** MATERIAL TO PROCESS follows **

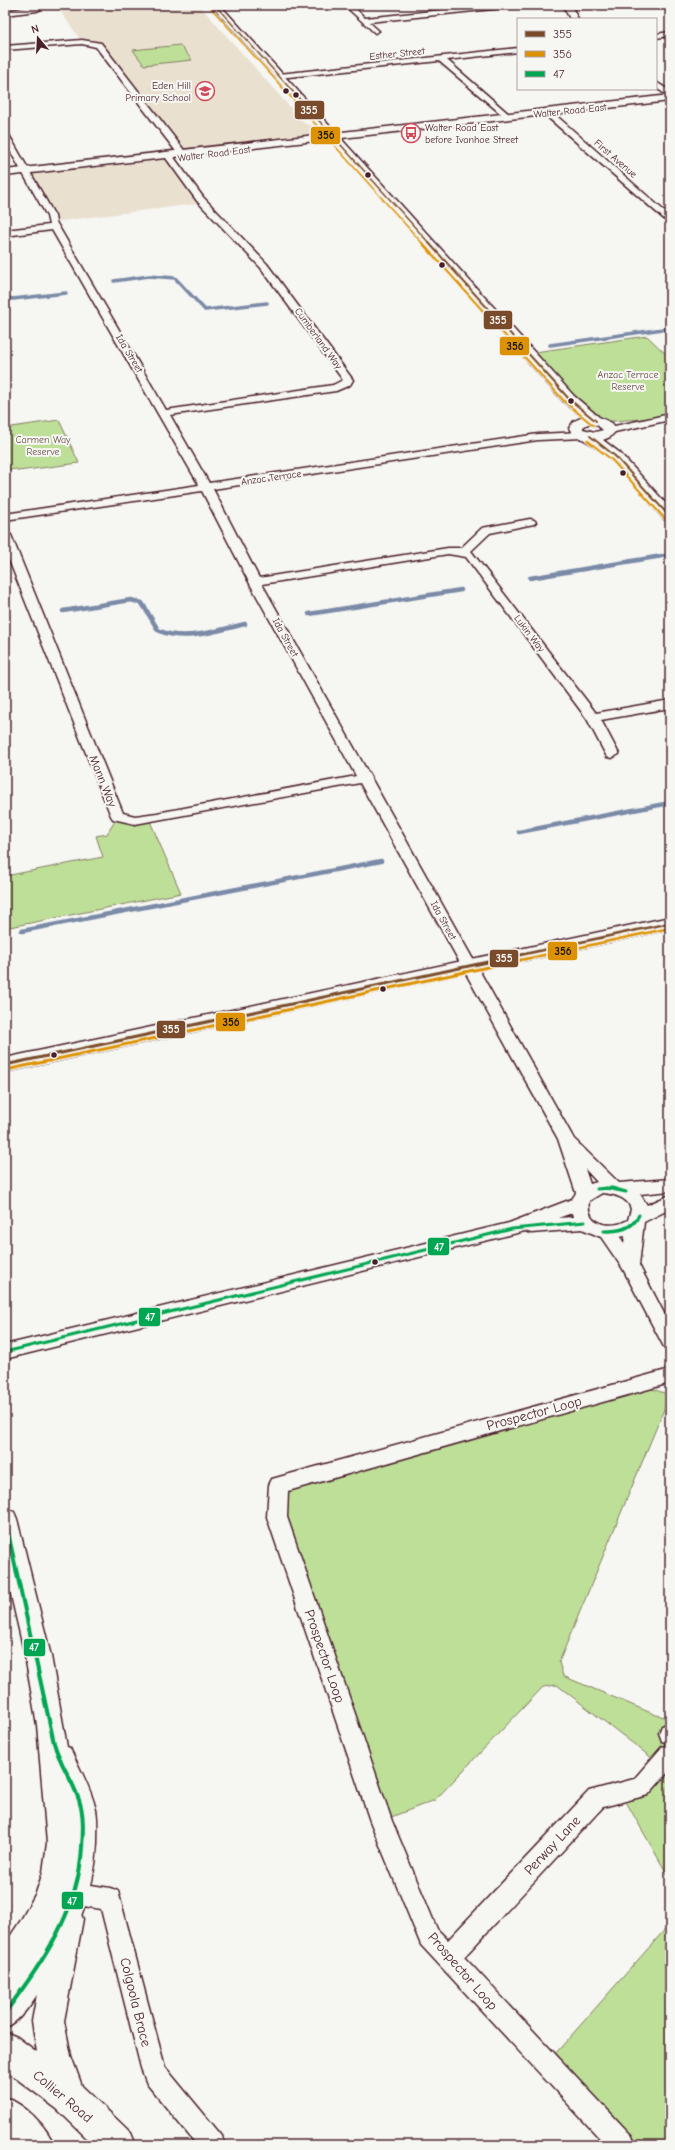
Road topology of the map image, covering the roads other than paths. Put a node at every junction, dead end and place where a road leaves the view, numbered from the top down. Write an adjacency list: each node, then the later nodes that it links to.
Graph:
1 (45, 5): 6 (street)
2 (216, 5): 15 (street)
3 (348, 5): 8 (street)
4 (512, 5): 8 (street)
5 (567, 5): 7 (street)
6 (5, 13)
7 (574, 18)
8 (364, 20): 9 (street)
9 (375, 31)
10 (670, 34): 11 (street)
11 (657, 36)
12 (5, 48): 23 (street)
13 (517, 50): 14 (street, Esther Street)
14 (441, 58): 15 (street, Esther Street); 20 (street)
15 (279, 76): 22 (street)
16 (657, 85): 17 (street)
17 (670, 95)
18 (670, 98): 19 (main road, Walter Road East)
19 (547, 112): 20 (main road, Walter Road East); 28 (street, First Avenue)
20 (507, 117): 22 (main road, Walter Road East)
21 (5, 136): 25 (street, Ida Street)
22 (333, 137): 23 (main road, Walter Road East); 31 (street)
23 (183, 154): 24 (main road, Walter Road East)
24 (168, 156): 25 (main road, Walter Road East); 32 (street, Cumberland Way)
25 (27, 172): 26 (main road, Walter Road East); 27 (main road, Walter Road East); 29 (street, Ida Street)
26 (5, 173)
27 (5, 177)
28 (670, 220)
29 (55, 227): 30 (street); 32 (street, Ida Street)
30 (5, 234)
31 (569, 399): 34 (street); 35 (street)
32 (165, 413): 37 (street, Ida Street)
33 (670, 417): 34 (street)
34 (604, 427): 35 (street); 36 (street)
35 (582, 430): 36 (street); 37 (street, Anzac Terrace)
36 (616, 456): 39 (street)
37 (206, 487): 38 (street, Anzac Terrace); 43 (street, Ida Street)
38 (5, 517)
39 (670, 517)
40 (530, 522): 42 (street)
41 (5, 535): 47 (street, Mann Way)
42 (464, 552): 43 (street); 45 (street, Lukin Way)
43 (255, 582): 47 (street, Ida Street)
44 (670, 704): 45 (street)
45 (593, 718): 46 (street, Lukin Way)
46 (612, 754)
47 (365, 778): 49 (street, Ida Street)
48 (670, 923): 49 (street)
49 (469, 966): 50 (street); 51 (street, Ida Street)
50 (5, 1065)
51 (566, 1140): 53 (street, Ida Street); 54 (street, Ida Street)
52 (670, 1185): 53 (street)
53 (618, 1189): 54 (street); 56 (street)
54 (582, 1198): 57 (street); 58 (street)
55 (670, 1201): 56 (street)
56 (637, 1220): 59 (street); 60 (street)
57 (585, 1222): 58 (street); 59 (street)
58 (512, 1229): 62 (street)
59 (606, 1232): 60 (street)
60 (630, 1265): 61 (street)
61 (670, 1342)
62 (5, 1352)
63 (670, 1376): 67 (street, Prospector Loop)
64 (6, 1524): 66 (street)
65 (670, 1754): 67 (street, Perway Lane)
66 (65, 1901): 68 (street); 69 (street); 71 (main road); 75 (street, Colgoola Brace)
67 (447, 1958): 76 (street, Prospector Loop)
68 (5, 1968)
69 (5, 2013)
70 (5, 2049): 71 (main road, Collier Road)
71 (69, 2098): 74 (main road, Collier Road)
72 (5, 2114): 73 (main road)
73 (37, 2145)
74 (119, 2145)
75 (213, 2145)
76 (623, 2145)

** End of MATERIAL TO PROCESS **
** MATERIAL TO PROCESS follows **

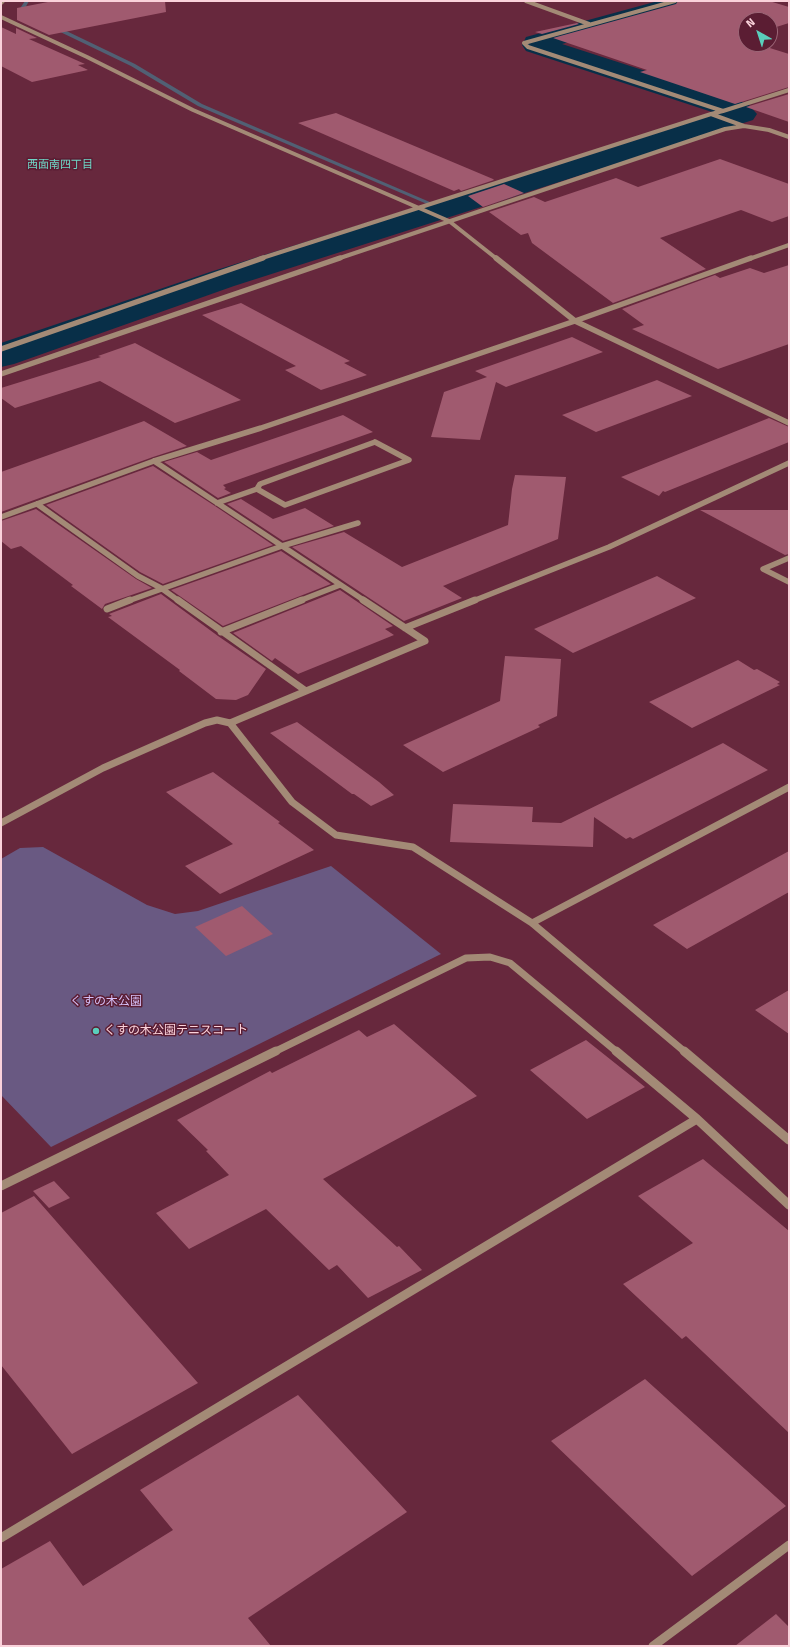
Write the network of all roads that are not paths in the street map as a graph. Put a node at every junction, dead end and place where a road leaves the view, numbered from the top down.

** End of MATERIAL TO PROCESS **

AIM OF THE TASK:
Find the word "node" in the listing above. Copy each line where it appears.

RESULT OF THE TASK:
Road topology of the map image, covering the roads other than paths. Put a node at every junction, dead end and place where a road leaves the view, numbered from the top down. Write an adjacency list: each node, then the later nodes that it links to.
Write the network of all roads that are not paths in the street map as a graph. Put a node at every junction, dead end and place where a road leaves the view, numbered from the top down.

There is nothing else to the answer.